_PROBLEM DESCRIPTION_
Look below for the lines from the one with "M563,1L555,32L414,39L451,28Z" to the one with "M120,92L127,94L130,98L127,102L120,104L0,105V93Z", and copy exactly those lines, both ends included.

_Data records_
Start of Block

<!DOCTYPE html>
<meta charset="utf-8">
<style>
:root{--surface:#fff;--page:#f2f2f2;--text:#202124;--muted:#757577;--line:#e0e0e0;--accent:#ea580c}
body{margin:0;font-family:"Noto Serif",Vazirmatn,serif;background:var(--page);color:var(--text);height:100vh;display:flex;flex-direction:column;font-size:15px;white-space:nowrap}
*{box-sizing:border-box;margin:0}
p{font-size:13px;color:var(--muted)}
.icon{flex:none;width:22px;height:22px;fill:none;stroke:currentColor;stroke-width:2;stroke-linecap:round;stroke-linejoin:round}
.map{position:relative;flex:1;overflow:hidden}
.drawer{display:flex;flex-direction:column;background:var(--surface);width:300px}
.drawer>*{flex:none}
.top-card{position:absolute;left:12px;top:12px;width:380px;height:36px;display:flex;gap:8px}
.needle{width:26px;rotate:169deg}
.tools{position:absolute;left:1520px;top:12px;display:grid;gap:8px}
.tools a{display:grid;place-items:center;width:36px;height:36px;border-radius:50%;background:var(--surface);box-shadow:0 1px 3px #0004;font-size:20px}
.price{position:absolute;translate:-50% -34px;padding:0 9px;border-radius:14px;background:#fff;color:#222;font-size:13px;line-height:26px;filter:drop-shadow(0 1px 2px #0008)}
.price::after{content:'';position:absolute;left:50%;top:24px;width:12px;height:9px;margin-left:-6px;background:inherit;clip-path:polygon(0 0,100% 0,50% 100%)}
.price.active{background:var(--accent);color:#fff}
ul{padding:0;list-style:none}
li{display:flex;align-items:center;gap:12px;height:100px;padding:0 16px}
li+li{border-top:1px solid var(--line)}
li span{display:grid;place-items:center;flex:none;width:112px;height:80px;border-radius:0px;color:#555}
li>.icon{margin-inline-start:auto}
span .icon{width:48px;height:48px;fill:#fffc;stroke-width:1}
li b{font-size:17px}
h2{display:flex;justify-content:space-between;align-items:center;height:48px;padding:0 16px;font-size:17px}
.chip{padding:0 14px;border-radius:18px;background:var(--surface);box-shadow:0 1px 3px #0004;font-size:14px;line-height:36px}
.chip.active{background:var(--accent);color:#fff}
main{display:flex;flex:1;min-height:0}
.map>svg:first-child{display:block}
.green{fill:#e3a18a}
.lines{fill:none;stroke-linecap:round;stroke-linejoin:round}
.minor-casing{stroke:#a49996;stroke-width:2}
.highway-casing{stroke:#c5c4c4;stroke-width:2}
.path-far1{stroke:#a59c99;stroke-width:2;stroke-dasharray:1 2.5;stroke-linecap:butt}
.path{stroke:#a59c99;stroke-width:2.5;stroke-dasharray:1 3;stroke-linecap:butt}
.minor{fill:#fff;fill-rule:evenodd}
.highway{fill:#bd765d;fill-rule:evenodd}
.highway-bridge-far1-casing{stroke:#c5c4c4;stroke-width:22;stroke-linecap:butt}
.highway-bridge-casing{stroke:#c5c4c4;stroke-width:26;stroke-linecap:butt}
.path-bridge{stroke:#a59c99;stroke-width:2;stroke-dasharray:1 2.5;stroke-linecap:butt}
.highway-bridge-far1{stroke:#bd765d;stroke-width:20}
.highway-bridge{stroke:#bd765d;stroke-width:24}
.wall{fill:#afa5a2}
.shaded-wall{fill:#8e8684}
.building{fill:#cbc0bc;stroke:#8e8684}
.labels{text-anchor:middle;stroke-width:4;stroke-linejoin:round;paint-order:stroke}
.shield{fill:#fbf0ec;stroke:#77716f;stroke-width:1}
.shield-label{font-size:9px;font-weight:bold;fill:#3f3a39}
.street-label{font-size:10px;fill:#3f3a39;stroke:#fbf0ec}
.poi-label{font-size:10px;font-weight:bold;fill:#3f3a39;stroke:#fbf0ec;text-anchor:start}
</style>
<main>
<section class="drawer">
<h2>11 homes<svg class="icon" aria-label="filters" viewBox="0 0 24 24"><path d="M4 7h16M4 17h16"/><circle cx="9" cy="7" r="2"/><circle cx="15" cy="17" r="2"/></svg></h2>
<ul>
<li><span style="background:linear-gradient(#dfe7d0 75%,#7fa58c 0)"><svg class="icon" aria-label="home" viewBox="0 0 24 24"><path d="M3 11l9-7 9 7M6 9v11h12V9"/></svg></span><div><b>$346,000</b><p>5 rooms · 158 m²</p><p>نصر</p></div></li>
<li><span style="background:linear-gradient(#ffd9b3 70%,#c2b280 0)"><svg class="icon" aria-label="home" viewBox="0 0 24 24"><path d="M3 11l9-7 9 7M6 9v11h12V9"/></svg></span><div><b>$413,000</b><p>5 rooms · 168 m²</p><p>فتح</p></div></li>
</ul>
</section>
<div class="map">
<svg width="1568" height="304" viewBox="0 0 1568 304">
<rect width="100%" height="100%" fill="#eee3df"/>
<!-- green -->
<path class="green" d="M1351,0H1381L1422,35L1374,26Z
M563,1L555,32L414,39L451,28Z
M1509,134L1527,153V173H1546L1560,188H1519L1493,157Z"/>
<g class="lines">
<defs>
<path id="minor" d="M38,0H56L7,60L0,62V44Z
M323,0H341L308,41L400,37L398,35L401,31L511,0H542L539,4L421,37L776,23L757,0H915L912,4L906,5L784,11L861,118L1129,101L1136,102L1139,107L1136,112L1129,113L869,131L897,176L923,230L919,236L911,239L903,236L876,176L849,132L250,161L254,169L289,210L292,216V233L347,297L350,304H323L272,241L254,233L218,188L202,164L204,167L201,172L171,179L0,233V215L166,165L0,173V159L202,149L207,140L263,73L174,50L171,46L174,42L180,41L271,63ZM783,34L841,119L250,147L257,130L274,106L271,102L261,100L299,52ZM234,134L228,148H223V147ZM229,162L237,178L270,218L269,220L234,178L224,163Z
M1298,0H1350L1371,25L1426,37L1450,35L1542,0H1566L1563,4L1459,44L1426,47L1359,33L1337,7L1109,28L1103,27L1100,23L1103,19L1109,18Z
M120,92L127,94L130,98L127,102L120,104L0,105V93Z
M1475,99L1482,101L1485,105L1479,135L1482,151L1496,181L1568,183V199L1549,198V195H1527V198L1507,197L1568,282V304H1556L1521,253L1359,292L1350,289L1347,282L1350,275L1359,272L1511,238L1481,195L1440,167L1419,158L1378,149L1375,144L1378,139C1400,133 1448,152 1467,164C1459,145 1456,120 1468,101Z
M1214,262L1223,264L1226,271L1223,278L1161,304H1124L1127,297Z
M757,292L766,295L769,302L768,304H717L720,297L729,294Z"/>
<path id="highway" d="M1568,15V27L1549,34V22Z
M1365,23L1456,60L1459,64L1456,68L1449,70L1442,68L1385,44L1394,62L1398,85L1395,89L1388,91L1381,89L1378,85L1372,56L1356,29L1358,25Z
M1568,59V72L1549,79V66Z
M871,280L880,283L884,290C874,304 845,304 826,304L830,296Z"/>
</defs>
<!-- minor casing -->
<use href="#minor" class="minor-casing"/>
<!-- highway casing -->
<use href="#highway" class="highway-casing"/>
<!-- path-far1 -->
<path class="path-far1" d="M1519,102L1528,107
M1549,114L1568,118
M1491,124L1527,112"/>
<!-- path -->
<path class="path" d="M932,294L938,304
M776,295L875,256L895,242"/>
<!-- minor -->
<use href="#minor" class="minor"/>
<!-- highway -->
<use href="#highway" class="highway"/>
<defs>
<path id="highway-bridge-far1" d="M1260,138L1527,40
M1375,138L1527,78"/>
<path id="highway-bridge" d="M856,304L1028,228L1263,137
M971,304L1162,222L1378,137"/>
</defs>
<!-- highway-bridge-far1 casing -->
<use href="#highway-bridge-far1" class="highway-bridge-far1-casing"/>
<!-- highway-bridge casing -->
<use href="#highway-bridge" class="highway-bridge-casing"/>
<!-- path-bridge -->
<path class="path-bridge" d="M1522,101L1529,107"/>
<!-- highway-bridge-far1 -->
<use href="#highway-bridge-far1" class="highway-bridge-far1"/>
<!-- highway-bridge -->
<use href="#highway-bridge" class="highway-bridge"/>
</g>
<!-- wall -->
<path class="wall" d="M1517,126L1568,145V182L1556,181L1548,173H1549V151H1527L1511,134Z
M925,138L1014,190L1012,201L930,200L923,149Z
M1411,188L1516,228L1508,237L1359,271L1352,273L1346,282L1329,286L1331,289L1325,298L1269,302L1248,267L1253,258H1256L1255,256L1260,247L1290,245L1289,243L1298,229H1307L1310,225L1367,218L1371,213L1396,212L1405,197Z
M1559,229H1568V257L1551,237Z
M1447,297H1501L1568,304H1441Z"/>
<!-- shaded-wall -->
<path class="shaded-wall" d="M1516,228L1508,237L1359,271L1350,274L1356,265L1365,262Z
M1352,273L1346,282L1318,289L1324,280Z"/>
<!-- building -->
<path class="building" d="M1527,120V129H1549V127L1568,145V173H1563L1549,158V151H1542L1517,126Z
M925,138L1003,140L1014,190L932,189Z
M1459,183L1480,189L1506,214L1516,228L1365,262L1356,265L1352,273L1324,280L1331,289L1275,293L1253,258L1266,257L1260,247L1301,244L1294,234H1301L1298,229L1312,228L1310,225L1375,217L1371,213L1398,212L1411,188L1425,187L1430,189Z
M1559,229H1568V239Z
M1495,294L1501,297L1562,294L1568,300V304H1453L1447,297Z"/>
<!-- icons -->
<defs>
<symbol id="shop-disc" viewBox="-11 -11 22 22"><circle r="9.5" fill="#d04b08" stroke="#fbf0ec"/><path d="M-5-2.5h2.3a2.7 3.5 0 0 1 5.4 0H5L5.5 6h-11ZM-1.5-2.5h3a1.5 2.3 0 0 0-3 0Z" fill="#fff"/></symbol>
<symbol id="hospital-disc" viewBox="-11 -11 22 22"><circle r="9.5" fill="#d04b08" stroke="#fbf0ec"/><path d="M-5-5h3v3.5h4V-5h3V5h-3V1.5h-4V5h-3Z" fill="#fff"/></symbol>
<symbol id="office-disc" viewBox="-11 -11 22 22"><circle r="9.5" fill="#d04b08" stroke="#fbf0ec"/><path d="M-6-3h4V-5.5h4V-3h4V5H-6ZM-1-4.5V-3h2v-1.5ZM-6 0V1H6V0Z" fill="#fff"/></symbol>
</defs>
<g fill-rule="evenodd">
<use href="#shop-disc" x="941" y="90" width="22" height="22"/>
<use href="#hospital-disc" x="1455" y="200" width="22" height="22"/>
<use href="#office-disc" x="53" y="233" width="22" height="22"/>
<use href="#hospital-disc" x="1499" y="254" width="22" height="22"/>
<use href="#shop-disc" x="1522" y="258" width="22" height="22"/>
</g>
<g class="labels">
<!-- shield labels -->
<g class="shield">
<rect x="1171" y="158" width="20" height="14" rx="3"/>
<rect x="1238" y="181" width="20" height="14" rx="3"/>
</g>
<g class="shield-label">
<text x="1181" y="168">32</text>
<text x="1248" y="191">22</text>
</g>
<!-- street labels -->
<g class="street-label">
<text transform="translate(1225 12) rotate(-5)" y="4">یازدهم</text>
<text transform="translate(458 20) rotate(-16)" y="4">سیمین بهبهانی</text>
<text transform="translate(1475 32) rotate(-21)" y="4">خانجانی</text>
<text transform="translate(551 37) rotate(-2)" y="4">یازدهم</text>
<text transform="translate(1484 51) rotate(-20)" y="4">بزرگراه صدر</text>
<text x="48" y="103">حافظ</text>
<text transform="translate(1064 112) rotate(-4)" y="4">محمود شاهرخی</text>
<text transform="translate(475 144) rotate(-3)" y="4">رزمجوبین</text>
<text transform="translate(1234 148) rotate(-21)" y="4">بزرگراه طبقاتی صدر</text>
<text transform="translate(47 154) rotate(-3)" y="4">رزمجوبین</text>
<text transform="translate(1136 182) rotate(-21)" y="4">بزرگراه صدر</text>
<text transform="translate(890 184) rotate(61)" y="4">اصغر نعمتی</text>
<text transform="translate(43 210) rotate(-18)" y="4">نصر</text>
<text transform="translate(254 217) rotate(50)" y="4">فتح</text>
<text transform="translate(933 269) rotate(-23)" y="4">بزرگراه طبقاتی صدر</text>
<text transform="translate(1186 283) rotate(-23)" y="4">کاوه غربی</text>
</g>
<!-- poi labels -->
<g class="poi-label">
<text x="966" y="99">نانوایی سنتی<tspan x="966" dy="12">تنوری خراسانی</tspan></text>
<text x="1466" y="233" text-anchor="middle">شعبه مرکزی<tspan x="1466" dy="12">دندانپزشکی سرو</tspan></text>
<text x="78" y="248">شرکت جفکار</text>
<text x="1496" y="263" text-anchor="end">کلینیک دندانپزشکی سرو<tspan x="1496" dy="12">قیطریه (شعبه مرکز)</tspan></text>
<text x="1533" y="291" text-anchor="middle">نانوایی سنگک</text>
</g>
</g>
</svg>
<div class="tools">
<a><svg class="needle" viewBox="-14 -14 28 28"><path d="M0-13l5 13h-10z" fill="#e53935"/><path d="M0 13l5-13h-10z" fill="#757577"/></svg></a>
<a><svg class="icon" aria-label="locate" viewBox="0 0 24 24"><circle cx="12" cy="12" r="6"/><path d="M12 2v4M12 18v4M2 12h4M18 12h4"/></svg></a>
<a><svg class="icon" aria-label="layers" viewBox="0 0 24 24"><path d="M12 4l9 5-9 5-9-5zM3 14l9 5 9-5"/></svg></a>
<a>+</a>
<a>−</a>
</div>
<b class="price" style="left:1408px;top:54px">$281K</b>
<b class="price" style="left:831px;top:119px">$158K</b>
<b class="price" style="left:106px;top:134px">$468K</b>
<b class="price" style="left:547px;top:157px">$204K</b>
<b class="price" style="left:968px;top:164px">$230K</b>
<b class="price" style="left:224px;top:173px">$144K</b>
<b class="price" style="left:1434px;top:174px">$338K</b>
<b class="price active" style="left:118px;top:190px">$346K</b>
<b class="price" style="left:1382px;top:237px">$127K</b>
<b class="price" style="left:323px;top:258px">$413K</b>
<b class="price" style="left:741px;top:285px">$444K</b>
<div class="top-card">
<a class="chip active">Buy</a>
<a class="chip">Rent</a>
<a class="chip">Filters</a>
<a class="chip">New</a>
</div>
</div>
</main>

End of Block

_SOLUTION TO THE PROBLEM_
M563,1L555,32L414,39L451,28Z
M1509,134L1527,153V173H1546L1560,188H1519L1493,157Z"/>
<g class="lines">
<defs>
<path id="minor" d="M38,0H56L7,60L0,62V44Z
M323,0H341L308,41L400,37L398,35L401,31L511,0H542L539,4L421,37L776,23L757,0H915L912,4L906,5L784,11L861,118L1129,101L1136,102L1139,107L1136,112L1129,113L869,131L897,176L923,230L919,236L911,239L903,236L876,176L849,132L250,161L254,169L289,210L292,216V233L347,297L350,304H323L272,241L254,233L218,188L202,164L204,167L201,172L171,179L0,233V215L166,165L0,173V159L202,149L207,140L263,73L174,50L171,46L174,42L180,41L271,63ZM783,34L841,119L250,147L257,130L274,106L271,102L261,100L299,52ZM234,134L228,148H223V147ZM229,162L237,178L270,218L269,220L234,178L224,163Z
M1298,0H1350L1371,25L1426,37L1450,35L1542,0H1566L1563,4L1459,44L1426,47L1359,33L1337,7L1109,28L1103,27L1100,23L1103,19L1109,18Z
M120,92L127,94L130,98L127,102L120,104L0,105V93Z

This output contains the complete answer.